Custom Code to Understand a Custom Core

Section by Anand Shimpi

All Computer Engineers at NCSU had to take mandatory programming courses. Given that my dad is a Computer Science professor, I always had exposure to programming, but I never considered it my strong suit - perhaps me gravitating towards hardware was some passive rebellious thing. Either way I knew that in order to really understand Swift, I'd have to do some coding on my own. The only problem? I have zero experience writing Objective-C code for iOS, and not enough time to go through a crash course.

I had code that I wanted to time/execute in C, but I needed it ported to a format that I could easily run/monitor on an iPhone. I enlisted the help of a talented developer friend who graduated around the same time I did from NCSU, Nirdhar Khazanie. Nirdhar has been working on mobile development for years now, and he quickly made the garbled C code I wanted to run into something that executed beautifully on the iPhone. He gave me a framework where I could vary instructions as well as data set sizes, which made this next set of experiments possible. It's always helpful to know a good programmer.

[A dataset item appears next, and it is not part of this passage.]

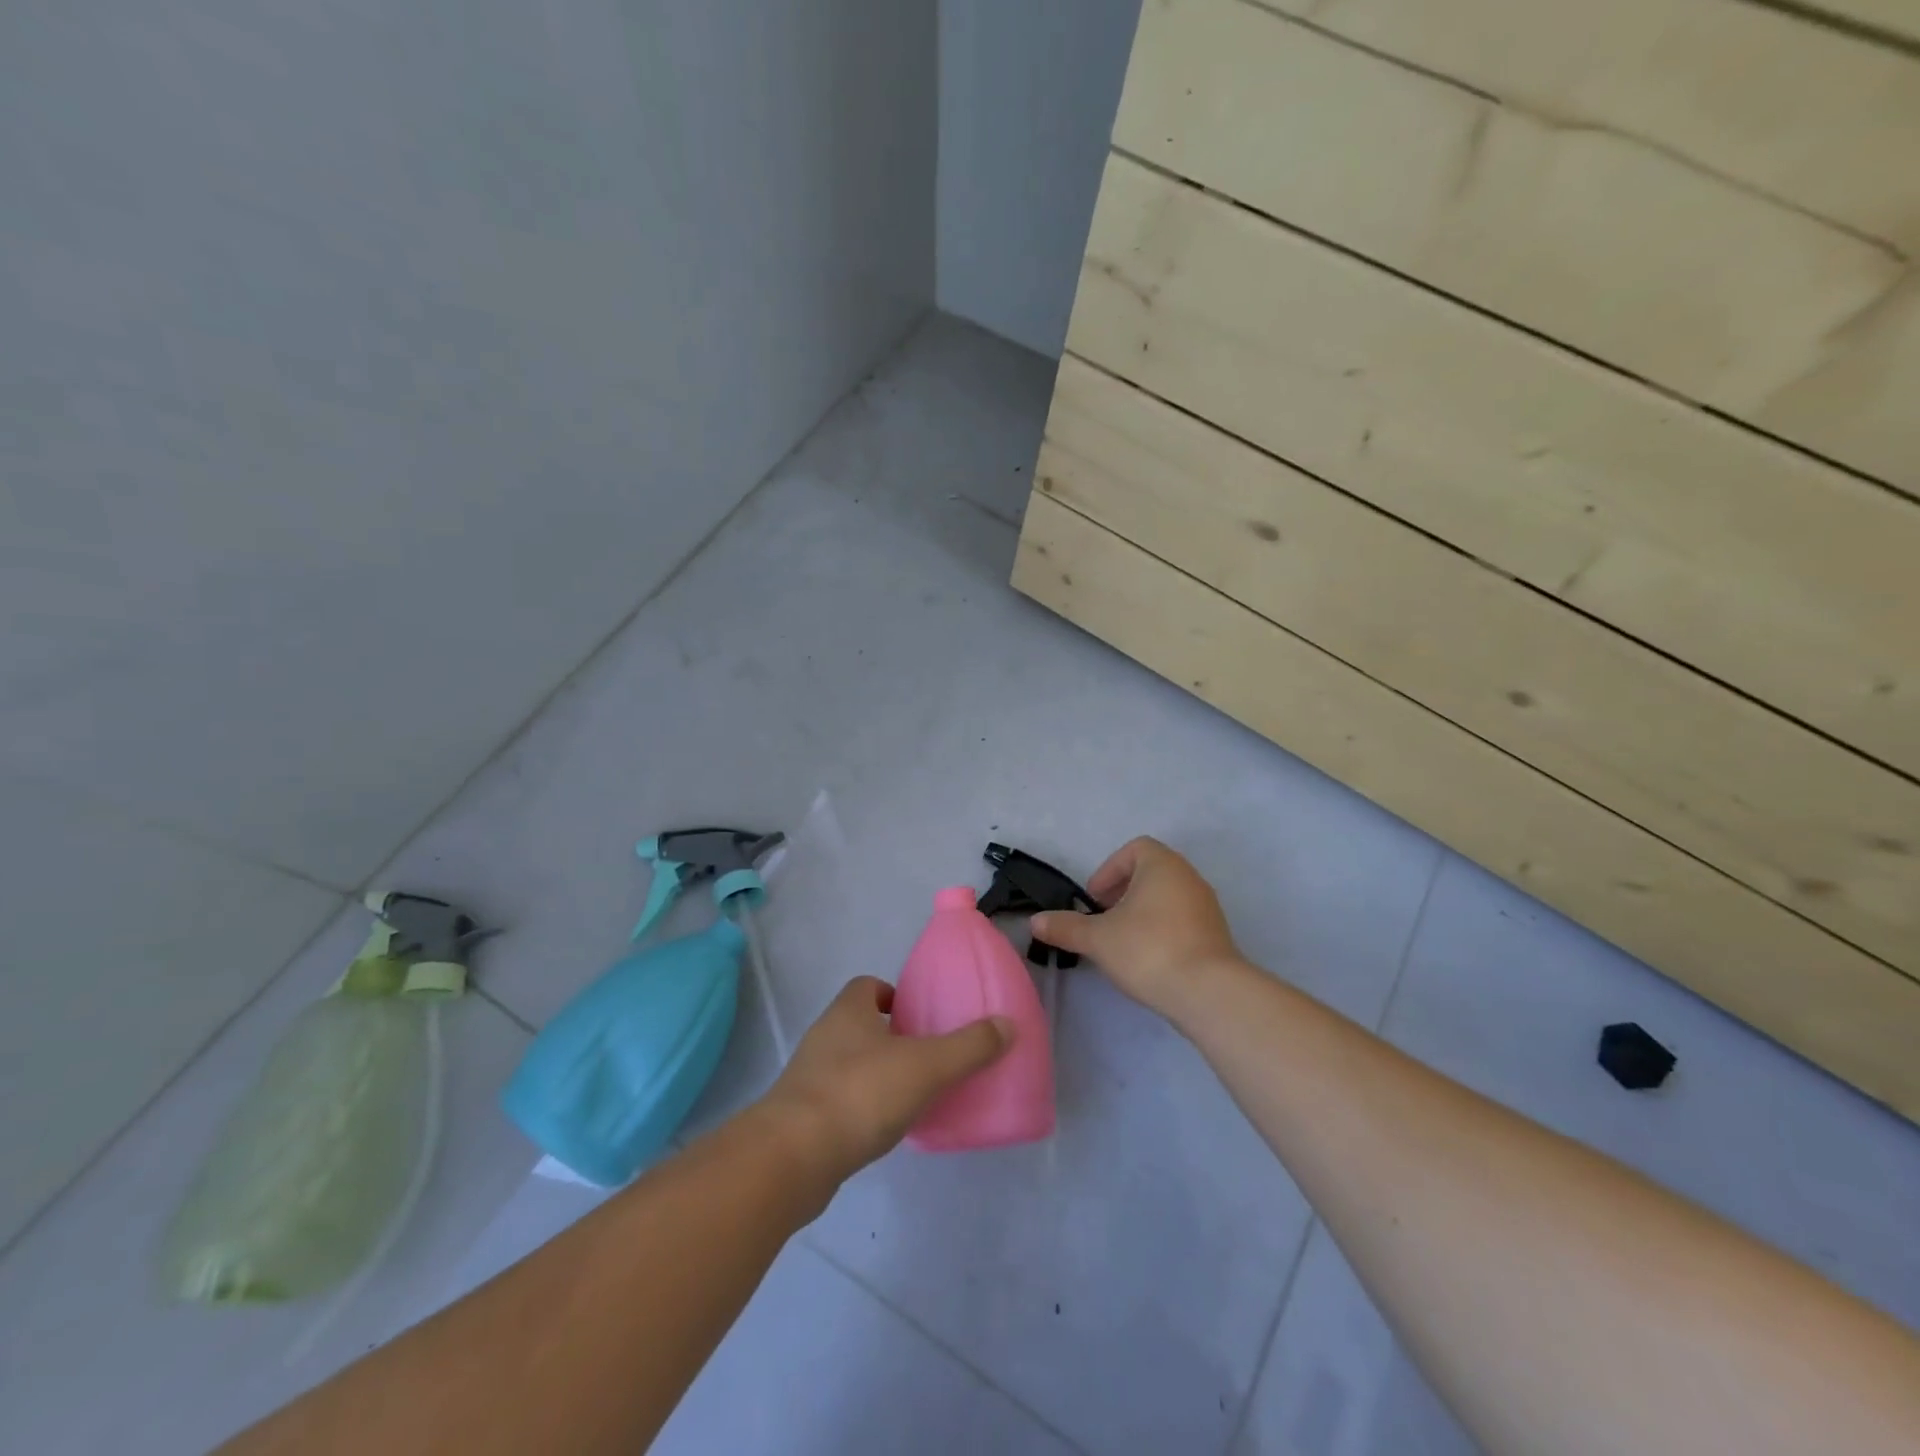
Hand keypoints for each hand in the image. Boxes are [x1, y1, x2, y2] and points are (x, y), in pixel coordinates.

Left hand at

So what did Nirdhar's app let me do? Let's start at the beginning. ARM's Cortex A9 has two independent integer ALUs, does Swift have more? To test this theory I created a loop of independent integer adds. The variables are all independent of one another, which should allow for some great instruction level parallelism. The code loops many times, which should make for some easily predictable branches. My code is hardly optimal but I did keep track of how many millions of adds were executed per second. I also reported how long each iteration of the loop took, on average.

Integer Add Code
  Apple A5 (2 x Cortex A9 @ 800MHz Apple A5 Scaled (2 x Cortex A9 @ 1300MHz Apple A6 (2 x Swift @ 1300MHz Swift / A9 Perf Advantage @ 1300MHz
Integer Add Test 207 MIPS 336 MIPS 369 MIPS 9.8%
Integer Add Latency in Clocks 23 clocks   21 clocks  

The code here should be fairly bound by the integer execution path. We're showing a 9.8% increase in performance. Average latency is improved slightly by 2 clocks, but we're not seeing the sort of ILP increase that would come from having a third ALU that can easily be populated. The slight improvement in performance here could be due to a number of things. A quick look at some of Apple's own documentation confirms what we've seen here: Swift has two integer ALUs and can issue 3 operations per cycle (implying a 3-wide decoder as well). I don't know if the third decoder is responsible for the slight gains in performance here or not.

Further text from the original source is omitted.